(Records from a dataset)
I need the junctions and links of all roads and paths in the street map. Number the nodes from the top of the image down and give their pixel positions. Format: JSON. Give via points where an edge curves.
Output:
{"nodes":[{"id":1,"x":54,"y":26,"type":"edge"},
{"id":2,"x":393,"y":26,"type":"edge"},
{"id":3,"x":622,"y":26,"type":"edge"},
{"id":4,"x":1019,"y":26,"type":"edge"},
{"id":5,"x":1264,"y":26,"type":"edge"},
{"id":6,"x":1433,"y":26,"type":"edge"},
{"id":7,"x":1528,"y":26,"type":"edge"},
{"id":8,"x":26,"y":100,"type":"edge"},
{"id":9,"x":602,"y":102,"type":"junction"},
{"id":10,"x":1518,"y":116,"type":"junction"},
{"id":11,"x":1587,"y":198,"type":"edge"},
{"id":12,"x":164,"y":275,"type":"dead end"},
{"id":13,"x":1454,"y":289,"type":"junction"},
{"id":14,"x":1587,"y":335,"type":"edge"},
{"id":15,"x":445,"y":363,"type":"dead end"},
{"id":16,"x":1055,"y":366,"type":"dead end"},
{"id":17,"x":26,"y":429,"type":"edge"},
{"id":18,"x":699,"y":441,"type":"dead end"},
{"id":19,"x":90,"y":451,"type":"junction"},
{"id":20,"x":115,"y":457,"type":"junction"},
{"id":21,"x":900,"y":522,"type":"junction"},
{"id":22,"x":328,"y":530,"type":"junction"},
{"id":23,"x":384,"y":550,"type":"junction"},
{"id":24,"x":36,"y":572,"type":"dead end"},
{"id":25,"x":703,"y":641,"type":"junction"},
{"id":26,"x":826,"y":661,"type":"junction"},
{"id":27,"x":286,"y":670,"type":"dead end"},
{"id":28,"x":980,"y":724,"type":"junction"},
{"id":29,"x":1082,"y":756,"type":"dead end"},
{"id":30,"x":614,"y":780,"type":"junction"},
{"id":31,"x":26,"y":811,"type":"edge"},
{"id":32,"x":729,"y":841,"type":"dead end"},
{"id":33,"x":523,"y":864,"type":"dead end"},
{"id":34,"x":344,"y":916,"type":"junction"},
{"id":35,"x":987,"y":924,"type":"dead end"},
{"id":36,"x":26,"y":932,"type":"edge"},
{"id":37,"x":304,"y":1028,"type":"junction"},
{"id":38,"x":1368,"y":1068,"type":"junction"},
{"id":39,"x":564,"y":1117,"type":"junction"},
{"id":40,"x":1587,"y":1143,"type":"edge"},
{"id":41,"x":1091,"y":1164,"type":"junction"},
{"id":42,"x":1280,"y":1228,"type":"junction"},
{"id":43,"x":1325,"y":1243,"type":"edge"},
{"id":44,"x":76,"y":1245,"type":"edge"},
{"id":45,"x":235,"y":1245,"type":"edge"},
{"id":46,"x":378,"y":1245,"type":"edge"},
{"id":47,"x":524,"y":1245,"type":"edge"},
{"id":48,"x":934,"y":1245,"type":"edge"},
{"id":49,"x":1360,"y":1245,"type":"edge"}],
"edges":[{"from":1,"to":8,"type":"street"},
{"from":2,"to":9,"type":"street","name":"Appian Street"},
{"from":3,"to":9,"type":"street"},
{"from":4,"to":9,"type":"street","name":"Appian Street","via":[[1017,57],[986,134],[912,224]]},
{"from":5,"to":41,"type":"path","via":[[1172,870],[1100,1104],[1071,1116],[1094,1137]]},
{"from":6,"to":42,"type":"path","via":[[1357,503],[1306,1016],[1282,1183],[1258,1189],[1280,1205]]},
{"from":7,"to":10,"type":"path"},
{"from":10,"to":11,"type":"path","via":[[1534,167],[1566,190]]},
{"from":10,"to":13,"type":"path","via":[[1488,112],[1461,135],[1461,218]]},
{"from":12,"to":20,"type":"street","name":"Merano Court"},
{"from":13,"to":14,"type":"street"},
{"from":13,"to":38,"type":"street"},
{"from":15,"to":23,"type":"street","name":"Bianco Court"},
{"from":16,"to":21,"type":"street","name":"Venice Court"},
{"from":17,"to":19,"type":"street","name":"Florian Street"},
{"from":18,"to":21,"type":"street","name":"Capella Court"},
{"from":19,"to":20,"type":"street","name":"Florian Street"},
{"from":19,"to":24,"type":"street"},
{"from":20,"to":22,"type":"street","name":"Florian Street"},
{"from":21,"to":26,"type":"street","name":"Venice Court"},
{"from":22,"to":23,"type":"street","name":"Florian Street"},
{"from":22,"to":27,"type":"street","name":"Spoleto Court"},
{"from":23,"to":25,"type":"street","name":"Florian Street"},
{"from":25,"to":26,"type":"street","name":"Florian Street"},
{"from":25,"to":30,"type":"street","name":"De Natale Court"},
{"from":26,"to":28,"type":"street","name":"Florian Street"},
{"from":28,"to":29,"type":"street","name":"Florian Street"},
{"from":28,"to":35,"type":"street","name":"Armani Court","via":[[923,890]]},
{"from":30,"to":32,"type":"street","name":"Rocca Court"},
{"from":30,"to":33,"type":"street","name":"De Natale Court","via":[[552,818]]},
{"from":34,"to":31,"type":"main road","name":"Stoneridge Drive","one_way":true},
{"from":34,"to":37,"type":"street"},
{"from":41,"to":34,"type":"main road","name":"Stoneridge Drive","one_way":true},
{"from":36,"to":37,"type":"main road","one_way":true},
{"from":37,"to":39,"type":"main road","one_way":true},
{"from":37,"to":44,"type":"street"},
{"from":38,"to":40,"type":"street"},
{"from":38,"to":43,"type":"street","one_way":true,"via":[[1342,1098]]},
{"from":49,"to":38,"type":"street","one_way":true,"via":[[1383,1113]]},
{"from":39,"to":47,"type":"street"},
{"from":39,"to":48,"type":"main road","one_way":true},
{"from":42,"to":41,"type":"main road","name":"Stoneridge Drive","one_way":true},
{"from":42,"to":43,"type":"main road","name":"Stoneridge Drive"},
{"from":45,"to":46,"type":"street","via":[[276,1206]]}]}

▶ [Work required] All of the data above should be set down word for word.

▶ [Answer for this exercise]
I need the junctions and links of all roads and paths in the street map. Number the nodes from the top of the image down and give their pixel positions. Format: JSON. Give via points where an edge curves.
Output:
{"nodes":[{"id":1,"x":54,"y":26,"type":"edge"},
{"id":2,"x":393,"y":26,"type":"edge"},
{"id":3,"x":622,"y":26,"type":"edge"},
{"id":4,"x":1019,"y":26,"type":"edge"},
{"id":5,"x":1264,"y":26,"type":"edge"},
{"id":6,"x":1433,"y":26,"type":"edge"},
{"id":7,"x":1528,"y":26,"type":"edge"},
{"id":8,"x":26,"y":100,"type":"edge"},
{"id":9,"x":602,"y":102,"type":"junction"},
{"id":10,"x":1518,"y":116,"type":"junction"},
{"id":11,"x":1587,"y":198,"type":"edge"},
{"id":12,"x":164,"y":275,"type":"dead end"},
{"id":13,"x":1454,"y":289,"type":"junction"},
{"id":14,"x":1587,"y":335,"type":"edge"},
{"id":15,"x":445,"y":363,"type":"dead end"},
{"id":16,"x":1055,"y":366,"type":"dead end"},
{"id":17,"x":26,"y":429,"type":"edge"},
{"id":18,"x":699,"y":441,"type":"dead end"},
{"id":19,"x":90,"y":451,"type":"junction"},
{"id":20,"x":115,"y":457,"type":"junction"},
{"id":21,"x":900,"y":522,"type":"junction"},
{"id":22,"x":328,"y":530,"type":"junction"},
{"id":23,"x":384,"y":550,"type":"junction"},
{"id":24,"x":36,"y":572,"type":"dead end"},
{"id":25,"x":703,"y":641,"type":"junction"},
{"id":26,"x":826,"y":661,"type":"junction"},
{"id":27,"x":286,"y":670,"type":"dead end"},
{"id":28,"x":980,"y":724,"type":"junction"},
{"id":29,"x":1082,"y":756,"type":"dead end"},
{"id":30,"x":614,"y":780,"type":"junction"},
{"id":31,"x":26,"y":811,"type":"edge"},
{"id":32,"x":729,"y":841,"type":"dead end"},
{"id":33,"x":523,"y":864,"type":"dead end"},
{"id":34,"x":344,"y":916,"type":"junction"},
{"id":35,"x":987,"y":924,"type":"dead end"},
{"id":36,"x":26,"y":932,"type":"edge"},
{"id":37,"x":304,"y":1028,"type":"junction"},
{"id":38,"x":1368,"y":1068,"type":"junction"},
{"id":39,"x":564,"y":1117,"type":"junction"},
{"id":40,"x":1587,"y":1143,"type":"edge"},
{"id":41,"x":1091,"y":1164,"type":"junction"},
{"id":42,"x":1280,"y":1228,"type":"junction"},
{"id":43,"x":1325,"y":1243,"type":"edge"},
{"id":44,"x":76,"y":1245,"type":"edge"},
{"id":45,"x":235,"y":1245,"type":"edge"},
{"id":46,"x":378,"y":1245,"type":"edge"},
{"id":47,"x":524,"y":1245,"type":"edge"},
{"id":48,"x":934,"y":1245,"type":"edge"},
{"id":49,"x":1360,"y":1245,"type":"edge"}],
"edges":[{"from":1,"to":8,"type":"street"},
{"from":2,"to":9,"type":"street","name":"Appian Street"},
{"from":3,"to":9,"type":"street"},
{"from":4,"to":9,"type":"street","name":"Appian Street","via":[[1017,57],[986,134],[912,224]]},
{"from":5,"to":41,"type":"path","via":[[1172,870],[1100,1104],[1071,1116],[1094,1137]]},
{"from":6,"to":42,"type":"path","via":[[1357,503],[1306,1016],[1282,1183],[1258,1189],[1280,1205]]},
{"from":7,"to":10,"type":"path"},
{"from":10,"to":11,"type":"path","via":[[1534,167],[1566,190]]},
{"from":10,"to":13,"type":"path","via":[[1488,112],[1461,135],[1461,218]]},
{"from":12,"to":20,"type":"street","name":"Merano Court"},
{"from":13,"to":14,"type":"street"},
{"from":13,"to":38,"type":"street"},
{"from":15,"to":23,"type":"street","name":"Bianco Court"},
{"from":16,"to":21,"type":"street","name":"Venice Court"},
{"from":17,"to":19,"type":"street","name":"Florian Street"},
{"from":18,"to":21,"type":"street","name":"Capella Court"},
{"from":19,"to":20,"type":"street","name":"Florian Street"},
{"from":19,"to":24,"type":"street"},
{"from":20,"to":22,"type":"street","name":"Florian Street"},
{"from":21,"to":26,"type":"street","name":"Venice Court"},
{"from":22,"to":23,"type":"street","name":"Florian Street"},
{"from":22,"to":27,"type":"street","name":"Spoleto Court"},
{"from":23,"to":25,"type":"street","name":"Florian Street"},
{"from":25,"to":26,"type":"street","name":"Florian Street"},
{"from":25,"to":30,"type":"street","name":"De Natale Court"},
{"from":26,"to":28,"type":"street","name":"Florian Street"},
{"from":28,"to":29,"type":"street","name":"Florian Street"},
{"from":28,"to":35,"type":"street","name":"Armani Court","via":[[923,890]]},
{"from":30,"to":32,"type":"street","name":"Rocca Court"},
{"from":30,"to":33,"type":"street","name":"De Natale Court","via":[[552,818]]},
{"from":34,"to":31,"type":"main road","name":"Stoneridge Drive","one_way":true},
{"from":34,"to":37,"type":"street"},
{"from":41,"to":34,"type":"main road","name":"Stoneridge Drive","one_way":true},
{"from":36,"to":37,"type":"main road","one_way":true},
{"from":37,"to":39,"type":"main road","one_way":true},
{"from":37,"to":44,"type":"street"},
{"from":38,"to":40,"type":"street"},
{"from":38,"to":43,"type":"street","one_way":true,"via":[[1342,1098]]},
{"from":49,"to":38,"type":"street","one_way":true,"via":[[1383,1113]]},
{"from":39,"to":47,"type":"street"},
{"from":39,"to":48,"type":"main road","one_way":true},
{"from":42,"to":41,"type":"main road","name":"Stoneridge Drive","one_way":true},
{"from":42,"to":43,"type":"main road","name":"Stoneridge Drive"},
{"from":45,"to":46,"type":"street","via":[[276,1206]]}]}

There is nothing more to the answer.